ECLI:NL:RBDHA:2024:6993
Rechtbank Den Haag
- Eerste aanleg - enkelvoudig
- Rechtspraak.nl
Beoordeling van de rechtmatigheid van de maatregel van bewaring in het bestuursrecht en vreemdelingenrecht
Op 7 mei 2024 heeft de Rechtbank Den Haag uitspraak gedaan in de zaak van eiser tegen de staatssecretaris van Justitie en Veiligheid, betreffende het voortduren van de maatregel van bewaring. Eiser, vertegenwoordigd door mr. E. Derksen, had beroep aangetekend tegen de aan hem opgelegde maatregel van bewaring op grond van artikel 59, eerste lid, aanhef en onder a, van de Vreemdelingenwet 2000. Deze maatregel was eerder opgelegd op 19 maart 2024 en de rechtbank had deze al eerder getoetst in een uitspraak van 9 april 2024.

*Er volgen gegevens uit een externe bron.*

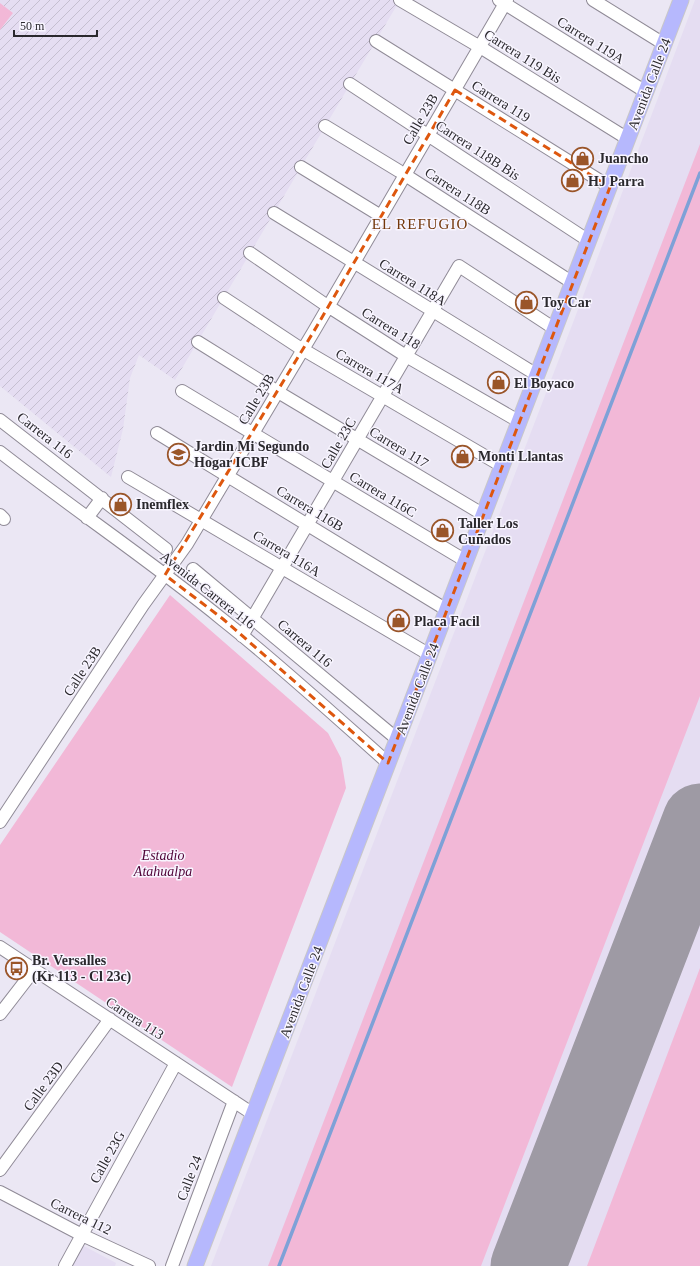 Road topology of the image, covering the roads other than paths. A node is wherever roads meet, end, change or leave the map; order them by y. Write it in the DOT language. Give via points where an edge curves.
graph roads {
  1 [pos="400,0"];
  2 [pos="593,0"];
  3 [pos="681,0"];
  4 [pos="504,1"];
  5 [pos="376,41"];
  6 [pos="664,44"];
  7 [pos="480,47"];
  8 [pos="350,84"];
  9 [pos="454,90"];
  10 [pos="646,92"];
  11 [pos="325,126"];
  12 [pos="428,135"];
  13 [pos="628,139"];
  14 [pos="301,167"];
  15 [pos="405,175"];
  16 [pos="610,186"];
  17 [pos="274,213"];
  18 [pos="381,216"];
  19 [pos="589,241"];
  20 [pos="250,253"];
  21 [pos="354,263"];
  22 [pos="573,283"];
  23 [pos="224,298"];
  24 [pos="329,306"];
  25 [pos="432,311"];
  26 [pos="555,329"];
  27 [pos="198,342"];
  28 [pos="303,349"];
  29 [pos="406,356"];
  30 [pos="537,375"];
  31 [pos="182,391"];
  32 [pos="278,391"];
  33 [pos="383,396"];
  34 [pos="0,420"];
  35 [pos="520,422"];
  36 [pos="157,433"];
  37 [pos="253,434"];
  38 [pos="358,439"];
  39 [pos="0,452"];
  40 [pos="502,466"];
  41 [pos="227,476"];
  42 [pos="128,477"];
  43 [pos="333,482"];
  44 [pos="102,498"];
  45 [pos="484,515"];
  46 [pos="87,518"];
  47 [pos="201,519"];
  48 [pos="308,524"];
  49 [pos="166,548"];
  50 [pos="466,561"];
  51 [pos="282,568"];
  52 [pos="192,569"];
  53 [pos="165,575"];
  54 [pos="447,610"];
  55 [pos="252,619"];
  56 [pos="242,636"];
  57 [pos="430,655"];
  58 [pos="398,739"];
  59 [pos="388,763"];
  60 [pos="0,822"];
  61 [pos="0,947"];
  62 [pos="34,970"];
  63 [pos="0,1014"];
  64 [pos="110,1019"];
  65 [pos="176,1063"];
  66 [pos="234,1101"];
  67 [pos="253,1114"];
  68 [pos="0,1170"];
  69 [pos="0,1192"];
  70 [pos="82,1235"];
  71 [pos="65,1266"];
  72 [pos="149,1266"];
  73 [pos="172,1266"];
  74 [pos="195,1266"];
  1 -- 7 [label="street, Carrera 119 Bis"];
  2 -- 6 [label="street"];
  3 -- 6 [label="main road, Avenida Calle 24"];
  4 -- 7 [label="street, Calle 23B"];
  4 -- 10 [label="street, Carrera 119A"];
  5 -- 9 [label="street, Carrera 119"];
  6 -- 10 [label="main road, Avenida Calle 24"];
  7 -- 9 [label="street, Calle 23B"];
  7 -- 13 [label="street, Carrera 119 Bis"];
  8 -- 12 [label="street, Carrera 118B Bis"];
  9 -- 12 [label="street, Calle 23B"];
  9 -- 16 [label="street, Carrera 119"];
  10 -- 13 [label="main road, Avenida Calle 24"];
  11 -- 15 [label="street, Carrera 118B"];
  12 -- 15 [label="street, Calle 23B"];
  12 -- 19 [label="street, Carrera 118B Bis"];
  13 -- 16 [label="main road, Avenida Calle 24"];
  14 -- 18 [label="street"];
  15 -- 18 [label="street, Calle 23B"];
  15 -- 22 [label="street, Carrera 118B"];
  16 -- 19 [label="main road, Avenida Calle 24"];
  17 -- 21 [label="street, Carrera 118A"];
  18 -- 21 [label="street, Calle 23B"];
  19 -- 22 [label="main road, Avenida Calle 24"];
  20 -- 24 [label="street, Carrera 118"];
  21 -- 24 [label="street, Calle 23B"];
  21 -- 25 [label="street, Carrera 118A"];
  22 -- 26 [label="main road, Avenida Calle 24"];
  23 -- 28 [label="street, Carrera 117A"];
  24 -- 28 [label="street, Calle 23B"];
  24 -- 29 [label="street, Carrera 118"];
  25 -- 26 [label="street, Calle 23C" via="459,266"];
  25 -- 29 [label="street, Calle 23C"];
  25 -- 30 [label="street, Carrera 118A"];
  26 -- 30 [label="main road, Avenida Calle 24"];
  27 -- 32 [label="street, Carrera 117"];
  28 -- 32 [label="street, Calle 23B"];
  28 -- 33 [label="street, Carrera 117A"];
  29 -- 33 [label="street, Calle 23C"];
  29 -- 35 [label="street, Carrera 118"];
  30 -- 35 [label="main road, Avenida Calle 24"];
  31 -- 37 [label="street, Carrera 116C"];
  32 -- 37 [label="street, Calle 23B"];
  32 -- 38 [label="street, Carrera 117"];
  33 -- 38 [label="street, Calle 23C"];
  33 -- 40 [label="street, Carrera 117A"];
  34 -- 44 [label="street, Carrera 116"];
  35 -- 40 [label="main road, Avenida Calle 24"];
  36 -- 41 [label="street, Carrera 116B"];
  37 -- 41 [label="street, Calle 23B"];
  37 -- 43 [label="street, Carrera 116C"];
  38 -- 43 [label="street, Calle 23C"];
  38 -- 45 [label="street, Carrera 117"];
  39 -- 46 [label="street, Avenida Carrera 116"];
  40 -- 45 [label="main road, Avenida Calle 24"];
  41 -- 47 [label="street, Calle 23B"];
  41 -- 48 [label="street, Carrera 116B"];
  42 -- 47 [label="street, Carrera 116A"];
  43 -- 48 [label="street, Calle 23C"];
  43 -- 50 [label="street, Carrera 116C"];
  44 -- 46 [label="street"];
  44 -- 49 [label="street, Carrera 116"];
  45 -- 50 [label="main road, Avenida Calle 24"];
  46 -- 53 [label="street, Avenida Carrera 116"];
  47 -- 51 [label="street, Carrera 116A"];
  47 -- 53 [label="street, Calle 23B"];
  48 -- 51 [label="street, Calle 23C"];
  48 -- 54 [label="street, Carrera 116B"];
  50 -- 54 [label="main road, Avenida Calle 24"];
  51 -- 55 [label="street, Calle 23C"];
  51 -- 57 [label="street, Carrera 116A"];
  52 -- 55 [label="street, Carrera 116"];
  53 -- 56 [label="street, Avenida Carrera 116"];
  53 -- 60 [label="street, Calle 23B"];
  54 -- 57 [label="main road, Avenida Calle 24"];
  55 -- 56 [label="street, Calle 23C"];
  55 -- 58 [label="street, Carrera 116"];
  56 -- 59 [label="street, Avenida Carrera 116"];
  57 -- 58 [label="main road, Avenida Calle 24"];
  58 -- 59 [label="main road, Avenida Calle 24"];
  59 -- 67 [label="main road, Avenida Calle 24"];
  61 -- 62 [label="street, Carrera 113"];
  62 -- 63 [label="street"];
  62 -- 64 [label="street, Carrera 113"];
  64 -- 65 [label="street, Carrera 113"];
  64 -- 68 [label="street, Calle 23D"];
  65 -- 66 [label="street, Carrera 113"];
  65 -- 70 [label="street, Calle 23G"];
  66 -- 67 [label="street, Carrera 113"];
  66 -- 73 [label="street, Calle 24"];
  67 -- 74 [label="main road, Avenida Calle 24"];
  69 -- 70 [label="street, Carrera 112"];
  70 -- 71 [label="street, Calle 23G"];
  70 -- 72 [label="street, Carrera 112"];
}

De rechtbank heeft vastgesteld dat de staatssecretaris voldoende voortvarend heeft gehandeld met betrekking tot de uitzetting van eiser naar Algerije. Eiser voerde aan dat Ierland verantwoordelijk was voor zijn uitzetting, maar de rechtbank oordeelde dat de staatssecretaris zich terecht richtte op de uitzetting naar Algerije. De rechtbank concludeerde dat er geen reden was om aan te nemen dat de staatssecretaris onvoldoende voortvarend had gehandeld of dat het zicht op uitzetting ontbrak. De rechtbank heeft de beroepsgronden van eiser verworpen en geoordeeld dat de maatregel van bewaring rechtmatig was.
De rechtbank heeft ook het verzoek om schadevergoeding afgewezen en geen aanleiding gezien voor een proceskostenveroordeling. De uitspraak is openbaar gemaakt en er staat geen rechtsmiddel open tegen deze beslissing.